*** Opening Records for the task ***

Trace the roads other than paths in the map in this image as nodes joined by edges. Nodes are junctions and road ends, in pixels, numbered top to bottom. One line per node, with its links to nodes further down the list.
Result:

*** Closing Records for the task ***
*** Opening Records for the task ***

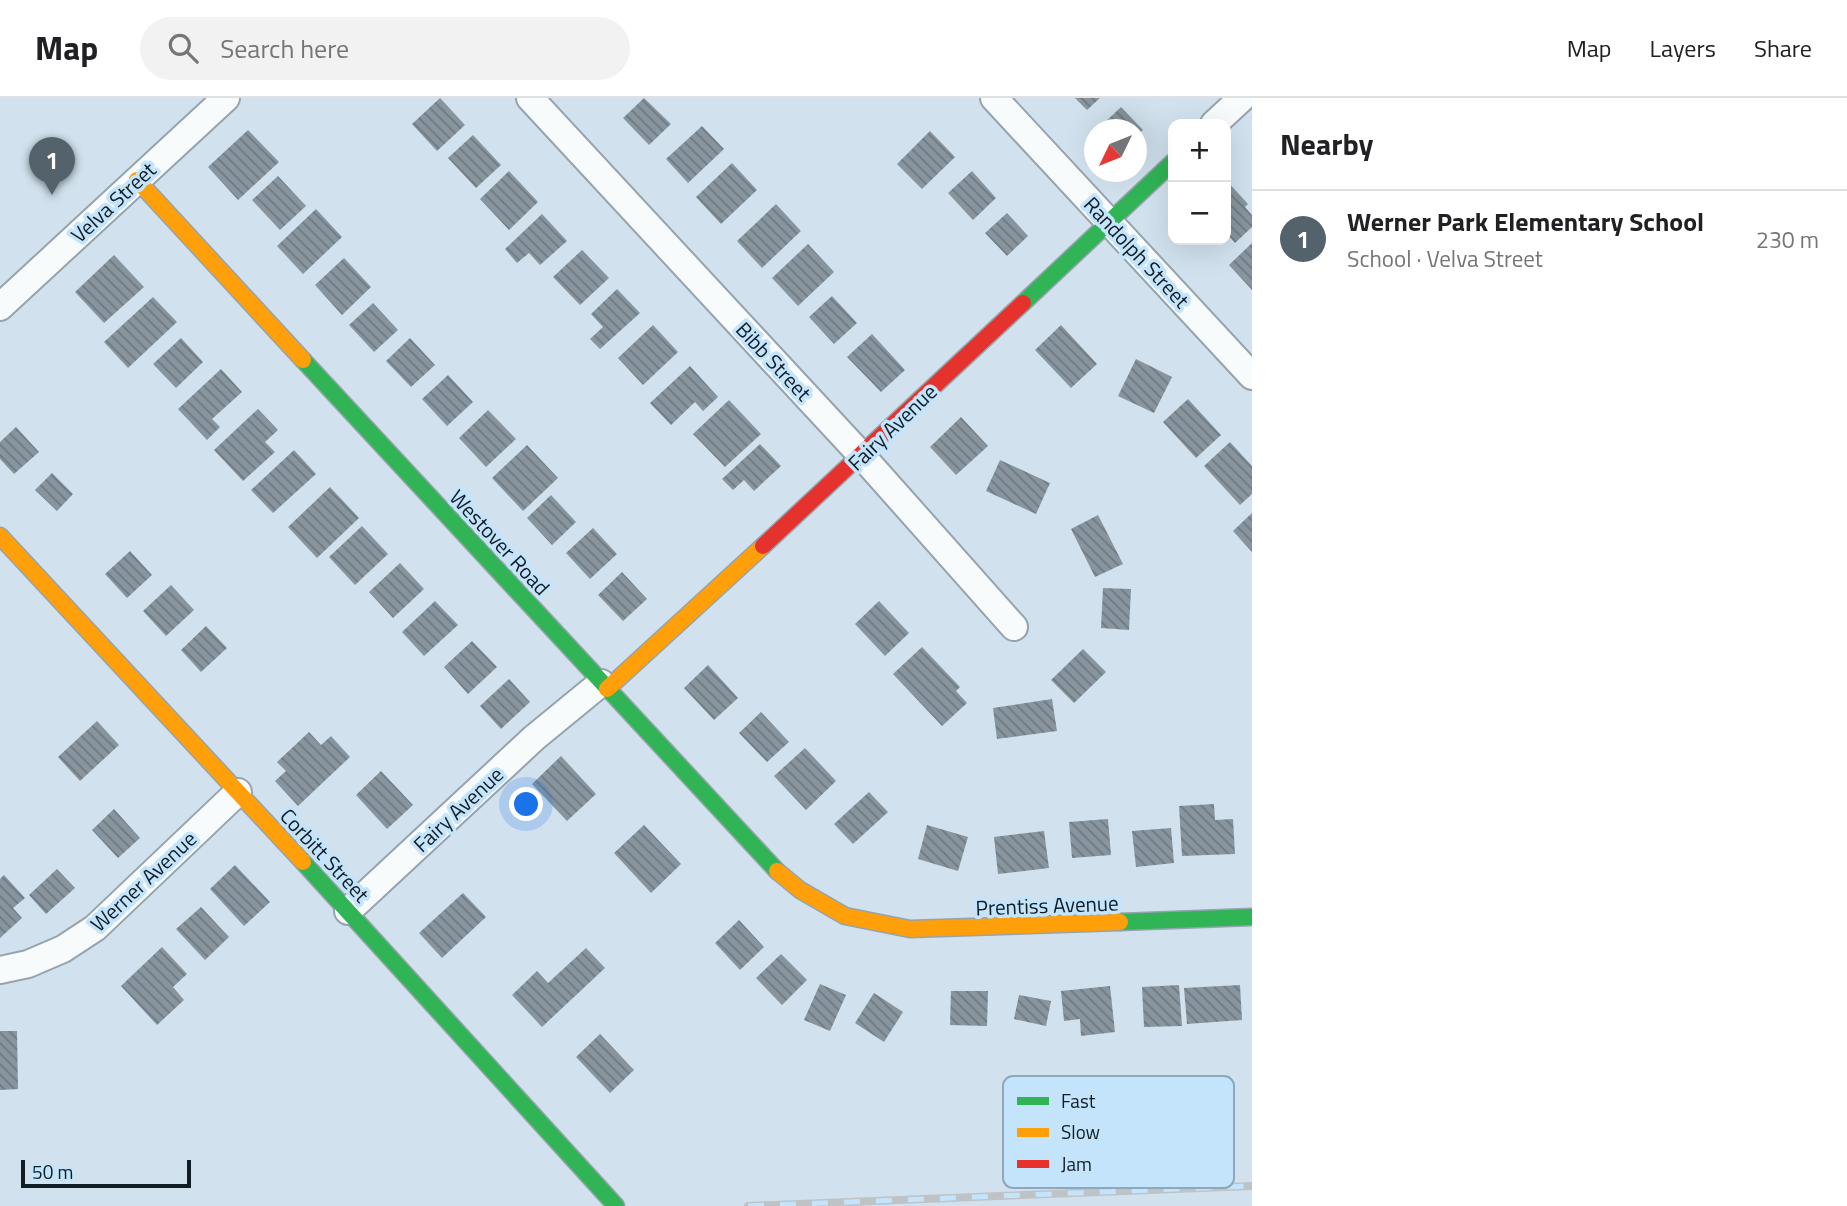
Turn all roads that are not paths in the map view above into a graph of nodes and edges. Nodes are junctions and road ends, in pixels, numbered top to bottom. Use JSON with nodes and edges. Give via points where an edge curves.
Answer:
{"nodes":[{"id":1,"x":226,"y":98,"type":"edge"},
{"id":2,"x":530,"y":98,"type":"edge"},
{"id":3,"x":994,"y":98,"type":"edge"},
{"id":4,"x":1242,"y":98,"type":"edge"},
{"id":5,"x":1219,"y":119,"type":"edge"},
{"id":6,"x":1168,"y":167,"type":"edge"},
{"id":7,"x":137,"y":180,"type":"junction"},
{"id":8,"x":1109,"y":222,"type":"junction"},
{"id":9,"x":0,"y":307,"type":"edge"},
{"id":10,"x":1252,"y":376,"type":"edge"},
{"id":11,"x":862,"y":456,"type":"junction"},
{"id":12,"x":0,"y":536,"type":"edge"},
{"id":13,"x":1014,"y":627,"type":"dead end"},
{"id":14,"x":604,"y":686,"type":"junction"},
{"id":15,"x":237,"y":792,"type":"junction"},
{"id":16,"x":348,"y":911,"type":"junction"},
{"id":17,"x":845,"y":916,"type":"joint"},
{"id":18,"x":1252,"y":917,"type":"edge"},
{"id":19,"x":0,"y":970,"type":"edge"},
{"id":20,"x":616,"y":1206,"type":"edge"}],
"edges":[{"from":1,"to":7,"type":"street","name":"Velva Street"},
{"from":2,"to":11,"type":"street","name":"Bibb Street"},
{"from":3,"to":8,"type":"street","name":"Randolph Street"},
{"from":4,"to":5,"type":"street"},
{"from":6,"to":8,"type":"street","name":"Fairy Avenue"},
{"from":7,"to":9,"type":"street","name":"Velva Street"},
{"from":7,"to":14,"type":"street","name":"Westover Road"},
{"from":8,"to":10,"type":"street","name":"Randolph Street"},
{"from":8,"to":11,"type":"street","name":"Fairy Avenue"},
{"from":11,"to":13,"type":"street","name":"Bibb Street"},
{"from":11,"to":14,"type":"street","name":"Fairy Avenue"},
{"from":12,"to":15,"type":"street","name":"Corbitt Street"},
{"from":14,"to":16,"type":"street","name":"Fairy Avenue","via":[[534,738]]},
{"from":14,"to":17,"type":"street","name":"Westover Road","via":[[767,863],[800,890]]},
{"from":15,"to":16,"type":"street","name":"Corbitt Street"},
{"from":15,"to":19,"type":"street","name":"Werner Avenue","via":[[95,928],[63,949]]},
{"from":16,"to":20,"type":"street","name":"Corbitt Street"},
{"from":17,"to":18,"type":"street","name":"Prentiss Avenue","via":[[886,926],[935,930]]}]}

*** Closing Records for the task ***

Go through the records and tally the lines that include "roads". Write only the number.

Problem solution: 2